Modding also increases the number of bug reports that come in, because users can't differentiate between mod bugs and base game bugs. Or (alternatively) mods expose bugs that really were always there in the base game, but were never expressed in the content you had. The average user isn't going to mention that he's using the Romanceable Brothers Mod when he's complaining about why your programmers (he thinks you have more than one) couldn't eliminate crashes in five years of development time. He's just going to leave a negative review on Steam about the noob fucks (again, he thinks you have more than one noob fuck) at Overhype.
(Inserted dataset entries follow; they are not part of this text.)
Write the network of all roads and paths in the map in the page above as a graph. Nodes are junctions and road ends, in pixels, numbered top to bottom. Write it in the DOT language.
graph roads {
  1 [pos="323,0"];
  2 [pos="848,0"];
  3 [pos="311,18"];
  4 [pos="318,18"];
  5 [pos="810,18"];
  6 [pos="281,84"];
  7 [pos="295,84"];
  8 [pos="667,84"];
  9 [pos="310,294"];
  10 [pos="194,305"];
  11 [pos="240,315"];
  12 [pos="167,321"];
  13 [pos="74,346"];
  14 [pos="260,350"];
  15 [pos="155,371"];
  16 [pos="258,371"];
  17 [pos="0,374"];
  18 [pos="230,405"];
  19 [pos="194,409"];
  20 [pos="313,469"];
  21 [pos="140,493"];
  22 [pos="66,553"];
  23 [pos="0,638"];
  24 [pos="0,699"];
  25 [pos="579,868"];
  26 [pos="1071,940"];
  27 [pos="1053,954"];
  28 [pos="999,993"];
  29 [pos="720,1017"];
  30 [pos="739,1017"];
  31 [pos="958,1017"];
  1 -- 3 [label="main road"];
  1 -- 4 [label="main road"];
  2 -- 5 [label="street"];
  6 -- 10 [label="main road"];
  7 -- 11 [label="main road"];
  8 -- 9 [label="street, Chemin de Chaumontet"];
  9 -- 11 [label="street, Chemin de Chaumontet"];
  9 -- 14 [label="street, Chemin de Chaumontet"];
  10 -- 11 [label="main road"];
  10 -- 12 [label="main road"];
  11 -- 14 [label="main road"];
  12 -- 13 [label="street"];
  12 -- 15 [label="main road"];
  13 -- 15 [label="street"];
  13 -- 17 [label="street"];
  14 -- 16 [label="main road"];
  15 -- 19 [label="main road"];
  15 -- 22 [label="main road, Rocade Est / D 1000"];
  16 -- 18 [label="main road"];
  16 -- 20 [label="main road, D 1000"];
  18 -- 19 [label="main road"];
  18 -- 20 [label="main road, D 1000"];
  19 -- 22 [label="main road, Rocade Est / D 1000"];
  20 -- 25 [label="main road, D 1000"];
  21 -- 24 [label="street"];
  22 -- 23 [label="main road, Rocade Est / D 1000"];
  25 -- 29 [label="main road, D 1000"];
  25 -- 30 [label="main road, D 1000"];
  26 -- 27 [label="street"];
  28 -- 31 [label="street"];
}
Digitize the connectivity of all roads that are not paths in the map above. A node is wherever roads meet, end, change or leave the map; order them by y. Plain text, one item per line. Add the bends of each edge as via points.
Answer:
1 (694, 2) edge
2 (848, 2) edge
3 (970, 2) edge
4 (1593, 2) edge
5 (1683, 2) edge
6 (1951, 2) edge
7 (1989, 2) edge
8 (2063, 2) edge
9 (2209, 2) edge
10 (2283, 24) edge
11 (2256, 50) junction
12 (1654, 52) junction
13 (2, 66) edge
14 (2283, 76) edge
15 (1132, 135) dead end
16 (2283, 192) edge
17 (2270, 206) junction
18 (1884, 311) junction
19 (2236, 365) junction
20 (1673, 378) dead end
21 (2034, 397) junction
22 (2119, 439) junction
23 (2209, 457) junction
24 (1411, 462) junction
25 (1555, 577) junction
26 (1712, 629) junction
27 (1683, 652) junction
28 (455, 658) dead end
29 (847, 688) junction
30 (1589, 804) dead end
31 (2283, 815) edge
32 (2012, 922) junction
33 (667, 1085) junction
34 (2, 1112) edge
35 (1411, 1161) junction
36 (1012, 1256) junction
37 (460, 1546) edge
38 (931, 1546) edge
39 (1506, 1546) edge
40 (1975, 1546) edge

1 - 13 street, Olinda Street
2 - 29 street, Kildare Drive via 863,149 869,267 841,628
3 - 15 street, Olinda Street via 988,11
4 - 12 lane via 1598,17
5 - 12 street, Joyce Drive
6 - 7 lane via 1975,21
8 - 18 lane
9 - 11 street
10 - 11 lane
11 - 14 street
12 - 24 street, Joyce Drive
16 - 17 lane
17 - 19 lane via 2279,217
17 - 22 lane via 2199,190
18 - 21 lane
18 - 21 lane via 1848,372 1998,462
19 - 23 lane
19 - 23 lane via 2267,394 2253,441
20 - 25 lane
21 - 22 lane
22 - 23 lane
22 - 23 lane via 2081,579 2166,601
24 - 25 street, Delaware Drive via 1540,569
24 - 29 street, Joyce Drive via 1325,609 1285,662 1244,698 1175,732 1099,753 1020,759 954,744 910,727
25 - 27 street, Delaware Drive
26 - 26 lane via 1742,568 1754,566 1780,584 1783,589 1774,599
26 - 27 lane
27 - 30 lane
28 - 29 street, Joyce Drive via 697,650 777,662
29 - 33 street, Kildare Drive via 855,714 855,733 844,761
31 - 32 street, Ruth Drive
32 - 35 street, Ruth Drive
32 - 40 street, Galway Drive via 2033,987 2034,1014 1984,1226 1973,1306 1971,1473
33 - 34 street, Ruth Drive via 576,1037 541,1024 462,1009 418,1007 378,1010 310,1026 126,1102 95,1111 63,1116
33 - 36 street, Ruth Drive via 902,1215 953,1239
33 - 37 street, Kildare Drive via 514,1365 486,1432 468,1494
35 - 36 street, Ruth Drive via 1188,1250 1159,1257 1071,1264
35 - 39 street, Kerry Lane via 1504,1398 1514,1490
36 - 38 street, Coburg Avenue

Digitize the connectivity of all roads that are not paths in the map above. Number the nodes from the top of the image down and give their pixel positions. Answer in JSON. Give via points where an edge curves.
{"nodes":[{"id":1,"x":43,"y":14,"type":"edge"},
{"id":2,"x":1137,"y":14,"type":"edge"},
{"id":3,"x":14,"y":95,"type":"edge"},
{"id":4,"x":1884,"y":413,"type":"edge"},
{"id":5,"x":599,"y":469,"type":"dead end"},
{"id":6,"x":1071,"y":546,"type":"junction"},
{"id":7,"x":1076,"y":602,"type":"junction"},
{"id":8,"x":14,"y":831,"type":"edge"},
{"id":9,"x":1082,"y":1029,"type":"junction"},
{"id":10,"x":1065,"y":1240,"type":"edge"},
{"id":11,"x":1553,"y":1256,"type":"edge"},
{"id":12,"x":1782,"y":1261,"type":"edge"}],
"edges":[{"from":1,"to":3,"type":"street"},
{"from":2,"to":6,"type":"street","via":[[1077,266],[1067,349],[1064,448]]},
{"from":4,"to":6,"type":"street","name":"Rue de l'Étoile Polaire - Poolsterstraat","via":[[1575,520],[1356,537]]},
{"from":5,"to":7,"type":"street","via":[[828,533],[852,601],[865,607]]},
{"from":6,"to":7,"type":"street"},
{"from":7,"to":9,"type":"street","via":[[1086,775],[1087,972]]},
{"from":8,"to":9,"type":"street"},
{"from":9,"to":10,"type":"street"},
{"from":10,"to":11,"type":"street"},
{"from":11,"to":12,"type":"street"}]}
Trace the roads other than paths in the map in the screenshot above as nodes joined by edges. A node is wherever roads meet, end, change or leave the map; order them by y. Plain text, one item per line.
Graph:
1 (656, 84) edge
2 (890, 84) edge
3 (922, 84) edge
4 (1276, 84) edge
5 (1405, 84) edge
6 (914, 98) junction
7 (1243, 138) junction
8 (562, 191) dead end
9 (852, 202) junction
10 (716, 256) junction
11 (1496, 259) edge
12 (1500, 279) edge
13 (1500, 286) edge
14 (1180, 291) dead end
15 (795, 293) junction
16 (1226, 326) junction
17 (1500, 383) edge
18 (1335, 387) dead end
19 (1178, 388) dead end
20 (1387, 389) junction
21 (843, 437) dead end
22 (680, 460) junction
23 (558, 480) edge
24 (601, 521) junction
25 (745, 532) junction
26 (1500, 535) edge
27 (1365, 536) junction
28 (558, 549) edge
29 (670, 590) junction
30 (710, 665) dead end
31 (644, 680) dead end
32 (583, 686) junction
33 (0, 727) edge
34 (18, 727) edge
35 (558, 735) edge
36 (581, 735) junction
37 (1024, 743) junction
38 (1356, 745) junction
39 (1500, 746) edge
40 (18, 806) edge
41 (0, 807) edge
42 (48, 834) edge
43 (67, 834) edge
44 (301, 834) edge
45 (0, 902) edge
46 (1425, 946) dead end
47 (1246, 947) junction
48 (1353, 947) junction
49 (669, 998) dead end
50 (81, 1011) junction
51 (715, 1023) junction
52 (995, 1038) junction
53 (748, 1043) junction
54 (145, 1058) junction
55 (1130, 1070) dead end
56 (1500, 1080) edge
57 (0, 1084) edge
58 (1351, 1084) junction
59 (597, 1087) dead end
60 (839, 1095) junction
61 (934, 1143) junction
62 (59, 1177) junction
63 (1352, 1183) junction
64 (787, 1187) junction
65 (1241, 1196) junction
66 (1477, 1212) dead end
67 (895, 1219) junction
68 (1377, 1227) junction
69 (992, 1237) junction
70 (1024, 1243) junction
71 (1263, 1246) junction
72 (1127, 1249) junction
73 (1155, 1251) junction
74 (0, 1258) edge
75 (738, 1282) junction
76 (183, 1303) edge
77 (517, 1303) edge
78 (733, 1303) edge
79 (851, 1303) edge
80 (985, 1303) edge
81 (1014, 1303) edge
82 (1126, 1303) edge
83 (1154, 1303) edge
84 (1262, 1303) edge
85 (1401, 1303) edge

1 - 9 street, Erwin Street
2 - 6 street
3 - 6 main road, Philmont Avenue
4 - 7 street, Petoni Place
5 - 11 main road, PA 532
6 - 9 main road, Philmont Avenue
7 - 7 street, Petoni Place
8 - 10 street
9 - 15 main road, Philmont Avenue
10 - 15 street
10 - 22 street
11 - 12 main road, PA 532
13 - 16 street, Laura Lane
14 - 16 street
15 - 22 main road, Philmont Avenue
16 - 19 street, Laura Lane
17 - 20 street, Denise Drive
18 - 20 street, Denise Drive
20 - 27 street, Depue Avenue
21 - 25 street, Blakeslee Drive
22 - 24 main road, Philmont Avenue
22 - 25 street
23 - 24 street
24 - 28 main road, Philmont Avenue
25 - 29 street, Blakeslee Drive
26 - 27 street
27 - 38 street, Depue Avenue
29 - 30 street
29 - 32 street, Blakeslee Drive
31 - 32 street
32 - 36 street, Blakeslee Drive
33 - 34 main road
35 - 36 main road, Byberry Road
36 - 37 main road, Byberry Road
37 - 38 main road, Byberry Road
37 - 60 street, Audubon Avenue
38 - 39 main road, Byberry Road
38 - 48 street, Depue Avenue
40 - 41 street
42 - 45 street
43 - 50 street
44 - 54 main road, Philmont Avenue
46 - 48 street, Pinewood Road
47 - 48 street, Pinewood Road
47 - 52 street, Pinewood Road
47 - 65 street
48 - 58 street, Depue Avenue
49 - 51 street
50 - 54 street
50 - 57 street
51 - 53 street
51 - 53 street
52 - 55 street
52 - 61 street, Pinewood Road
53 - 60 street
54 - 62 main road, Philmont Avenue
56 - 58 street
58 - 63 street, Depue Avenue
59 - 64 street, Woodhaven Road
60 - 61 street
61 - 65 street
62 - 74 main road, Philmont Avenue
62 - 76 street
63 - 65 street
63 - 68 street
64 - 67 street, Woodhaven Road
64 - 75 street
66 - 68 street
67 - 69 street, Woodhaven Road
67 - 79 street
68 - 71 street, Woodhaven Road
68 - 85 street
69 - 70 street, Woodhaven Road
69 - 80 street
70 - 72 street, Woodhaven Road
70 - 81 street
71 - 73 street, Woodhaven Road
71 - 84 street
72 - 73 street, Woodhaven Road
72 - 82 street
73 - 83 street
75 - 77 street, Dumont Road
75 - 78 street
Also, if your programmer, in a fit of ill-advised altruism, should be so bold and so foolish as to make himself accessible to the modders, his inbox is going to be stuffed full of abstract questions about code he wrote 1-5 years ago. At the very least he needs to document instructions about how to build the thing, which might be as easy as "clone repository, press button" and might be a 39-step process starting with "So first, you're going to have to recompile these utilities. Also, heads up, you're going to need a remote laptop on your network named b1487." One-man dev teams, especially when the one man is a virtuoso programmer, tend to do really fucking weird things without even noticing them, which will likely astound everyone else in the world. This applies not just to your programmer, but the sometimes wonderful and sometimes insane programmers who are fans of your game and want to mod it. Does your game compile on Red Hat distributions from 2003? You may not know the answer to this question, but some helpful fan of yours in Central Asia may decide to write to tell you the answer. (Spoilers: it doesn't.)
You get grumbly modders (who had previously been excited product advocates) if he ignores them, and you get a huge hit to that programmer's productivity if he does. "Oh, but you can just disclaim that you won't provide support for modders!", you think. That'll probably work really well, because if there's one thing that diehard fans of PC games are known for, it's how reasonable they are.
When all's said and done, Overhype will have grossed $2-3m from this game that took them five years to make, which (after paying Steam, artists, composers, office space if they decided to have an office, any promotional activities like showing up at conventions, dues to terrible quasi-racketeering business entities prevalent in Germany that are prereqs for participating in the above) works out to some mid-high five-figure amount per Overhype bro per year. This would make it what we call a labor of love, as differentiated from the type of labor where you get paid a market rate for the work you do. In their shoes, I would also want to move on.